**TASK TO COMPLETE**
Give the entries again, exactly as they stand.

===== GIVEN DATA =====

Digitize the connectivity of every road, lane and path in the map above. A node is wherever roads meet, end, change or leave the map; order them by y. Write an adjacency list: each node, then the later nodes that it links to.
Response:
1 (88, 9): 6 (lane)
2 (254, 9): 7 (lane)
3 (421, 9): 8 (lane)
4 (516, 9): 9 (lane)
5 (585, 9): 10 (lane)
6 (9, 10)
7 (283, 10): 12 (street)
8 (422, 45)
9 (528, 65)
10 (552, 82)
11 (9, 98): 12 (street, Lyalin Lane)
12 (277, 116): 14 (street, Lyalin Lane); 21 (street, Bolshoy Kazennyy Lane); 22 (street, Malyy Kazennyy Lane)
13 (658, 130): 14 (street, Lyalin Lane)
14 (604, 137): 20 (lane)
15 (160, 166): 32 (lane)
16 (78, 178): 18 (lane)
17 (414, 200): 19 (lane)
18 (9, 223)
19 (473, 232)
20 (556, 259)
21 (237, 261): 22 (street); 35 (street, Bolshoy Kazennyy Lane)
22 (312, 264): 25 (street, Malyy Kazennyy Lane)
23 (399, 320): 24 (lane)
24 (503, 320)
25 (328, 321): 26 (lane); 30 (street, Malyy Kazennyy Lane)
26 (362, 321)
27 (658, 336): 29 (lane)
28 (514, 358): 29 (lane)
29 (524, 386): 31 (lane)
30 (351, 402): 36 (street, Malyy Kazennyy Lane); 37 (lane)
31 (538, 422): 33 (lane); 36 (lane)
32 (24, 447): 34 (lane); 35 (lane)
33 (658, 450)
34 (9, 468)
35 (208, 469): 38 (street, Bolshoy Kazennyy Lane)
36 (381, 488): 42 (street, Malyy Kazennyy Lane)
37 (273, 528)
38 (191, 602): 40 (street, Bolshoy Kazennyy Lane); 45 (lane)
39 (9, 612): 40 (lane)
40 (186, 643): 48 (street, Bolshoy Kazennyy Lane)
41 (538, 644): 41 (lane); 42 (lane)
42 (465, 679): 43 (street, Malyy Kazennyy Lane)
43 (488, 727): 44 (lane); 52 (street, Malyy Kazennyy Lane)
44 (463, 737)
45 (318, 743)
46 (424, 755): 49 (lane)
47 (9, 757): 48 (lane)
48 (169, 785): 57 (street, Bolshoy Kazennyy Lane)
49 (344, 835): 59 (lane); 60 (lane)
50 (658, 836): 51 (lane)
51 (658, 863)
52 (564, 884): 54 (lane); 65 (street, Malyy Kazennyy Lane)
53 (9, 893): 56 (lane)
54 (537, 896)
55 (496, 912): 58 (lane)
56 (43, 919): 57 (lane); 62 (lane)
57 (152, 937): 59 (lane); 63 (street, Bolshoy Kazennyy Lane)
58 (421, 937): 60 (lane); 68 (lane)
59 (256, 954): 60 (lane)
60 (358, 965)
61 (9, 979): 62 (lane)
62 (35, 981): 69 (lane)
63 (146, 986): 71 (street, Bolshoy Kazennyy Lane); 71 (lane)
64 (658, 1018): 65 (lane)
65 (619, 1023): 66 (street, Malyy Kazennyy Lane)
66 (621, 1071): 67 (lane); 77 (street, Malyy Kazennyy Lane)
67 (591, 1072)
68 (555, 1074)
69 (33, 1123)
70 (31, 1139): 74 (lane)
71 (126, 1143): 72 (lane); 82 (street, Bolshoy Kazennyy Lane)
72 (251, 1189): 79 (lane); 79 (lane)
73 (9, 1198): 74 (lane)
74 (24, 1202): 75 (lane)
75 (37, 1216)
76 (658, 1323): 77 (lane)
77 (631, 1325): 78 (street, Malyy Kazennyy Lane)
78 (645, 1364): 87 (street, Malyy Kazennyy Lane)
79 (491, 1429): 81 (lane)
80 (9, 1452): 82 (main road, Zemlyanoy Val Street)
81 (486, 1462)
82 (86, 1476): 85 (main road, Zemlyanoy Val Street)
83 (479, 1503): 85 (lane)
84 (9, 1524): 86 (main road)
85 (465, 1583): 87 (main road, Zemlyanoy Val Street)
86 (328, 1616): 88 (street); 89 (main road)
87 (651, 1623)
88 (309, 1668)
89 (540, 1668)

=====

**SOLUTION**
Digitize the connectivity of every road, lane and path in the map above. A node is wherever roads meet, end, change or leave the map; order them by y. Write an adjacency list: each node, then the later nodes that it links to.
Response:
1 (88, 9): 6 (lane)
2 (254, 9): 7 (lane)
3 (421, 9): 8 (lane)
4 (516, 9): 9 (lane)
5 (585, 9): 10 (lane)
6 (9, 10)
7 (283, 10): 12 (street)
8 (422, 45)
9 (528, 65)
10 (552, 82)
11 (9, 98): 12 (street, Lyalin Lane)
12 (277, 116): 14 (street, Lyalin Lane); 21 (street, Bolshoy Kazennyy Lane); 22 (street, Malyy Kazennyy Lane)
13 (658, 130): 14 (street, Lyalin Lane)
14 (604, 137): 20 (lane)
15 (160, 166): 32 (lane)
16 (78, 178): 18 (lane)
17 (414, 200): 19 (lane)
18 (9, 223)
19 (473, 232)
20 (556, 259)
21 (237, 261): 22 (street); 35 (street, Bolshoy Kazennyy Lane)
22 (312, 264): 25 (street, Malyy Kazennyy Lane)
23 (399, 320): 24 (lane)
24 (503, 320)
25 (328, 321): 26 (lane); 30 (street, Malyy Kazennyy Lane)
26 (362, 321)
27 (658, 336): 29 (lane)
28 (514, 358): 29 (lane)
29 (524, 386): 31 (lane)
30 (351, 402): 36 (street, Malyy Kazennyy Lane); 37 (lane)
31 (538, 422): 33 (lane); 36 (lane)
32 (24, 447): 34 (lane); 35 (lane)
33 (658, 450)
34 (9, 468)
35 (208, 469): 38 (street, Bolshoy Kazennyy Lane)
36 (381, 488): 42 (street, Malyy Kazennyy Lane)
37 (273, 528)
38 (191, 602): 40 (street, Bolshoy Kazennyy Lane); 45 (lane)
39 (9, 612): 40 (lane)
40 (186, 643): 48 (street, Bolshoy Kazennyy Lane)
41 (538, 644): 41 (lane); 42 (lane)
42 (465, 679): 43 (street, Malyy Kazennyy Lane)
43 (488, 727): 44 (lane); 52 (street, Malyy Kazennyy Lane)
44 (463, 737)
45 (318, 743)
46 (424, 755): 49 (lane)
47 (9, 757): 48 (lane)
48 (169, 785): 57 (street, Bolshoy Kazennyy Lane)
49 (344, 835): 59 (lane); 60 (lane)
50 (658, 836): 51 (lane)
51 (658, 863)
52 (564, 884): 54 (lane); 65 (street, Malyy Kazennyy Lane)
53 (9, 893): 56 (lane)
54 (537, 896)
55 (496, 912): 58 (lane)
56 (43, 919): 57 (lane); 62 (lane)
57 (152, 937): 59 (lane); 63 (street, Bolshoy Kazennyy Lane)
58 (421, 937): 60 (lane); 68 (lane)
59 (256, 954): 60 (lane)
60 (358, 965)
61 (9, 979): 62 (lane)
62 (35, 981): 69 (lane)
63 (146, 986): 71 (street, Bolshoy Kazennyy Lane); 71 (lane)
64 (658, 1018): 65 (lane)
65 (619, 1023): 66 (street, Malyy Kazennyy Lane)
66 (621, 1071): 67 (lane); 77 (street, Malyy Kazennyy Lane)
67 (591, 1072)
68 (555, 1074)
69 (33, 1123)
70 (31, 1139): 74 (lane)
71 (126, 1143): 72 (lane); 82 (street, Bolshoy Kazennyy Lane)
72 (251, 1189): 79 (lane); 79 (lane)
73 (9, 1198): 74 (lane)
74 (24, 1202): 75 (lane)
75 (37, 1216)
76 (658, 1323): 77 (lane)
77 (631, 1325): 78 (street, Malyy Kazennyy Lane)
78 (645, 1364): 87 (street, Malyy Kazennyy Lane)
79 (491, 1429): 81 (lane)
80 (9, 1452): 82 (main road, Zemlyanoy Val Street)
81 (486, 1462)
82 (86, 1476): 85 (main road, Zemlyanoy Val Street)
83 (479, 1503): 85 (lane)
84 (9, 1524): 86 (main road)
85 (465, 1583): 87 (main road, Zemlyanoy Val Street)
86 (328, 1616): 88 (street); 89 (main road)
87 (651, 1623)
88 (309, 1668)
89 (540, 1668)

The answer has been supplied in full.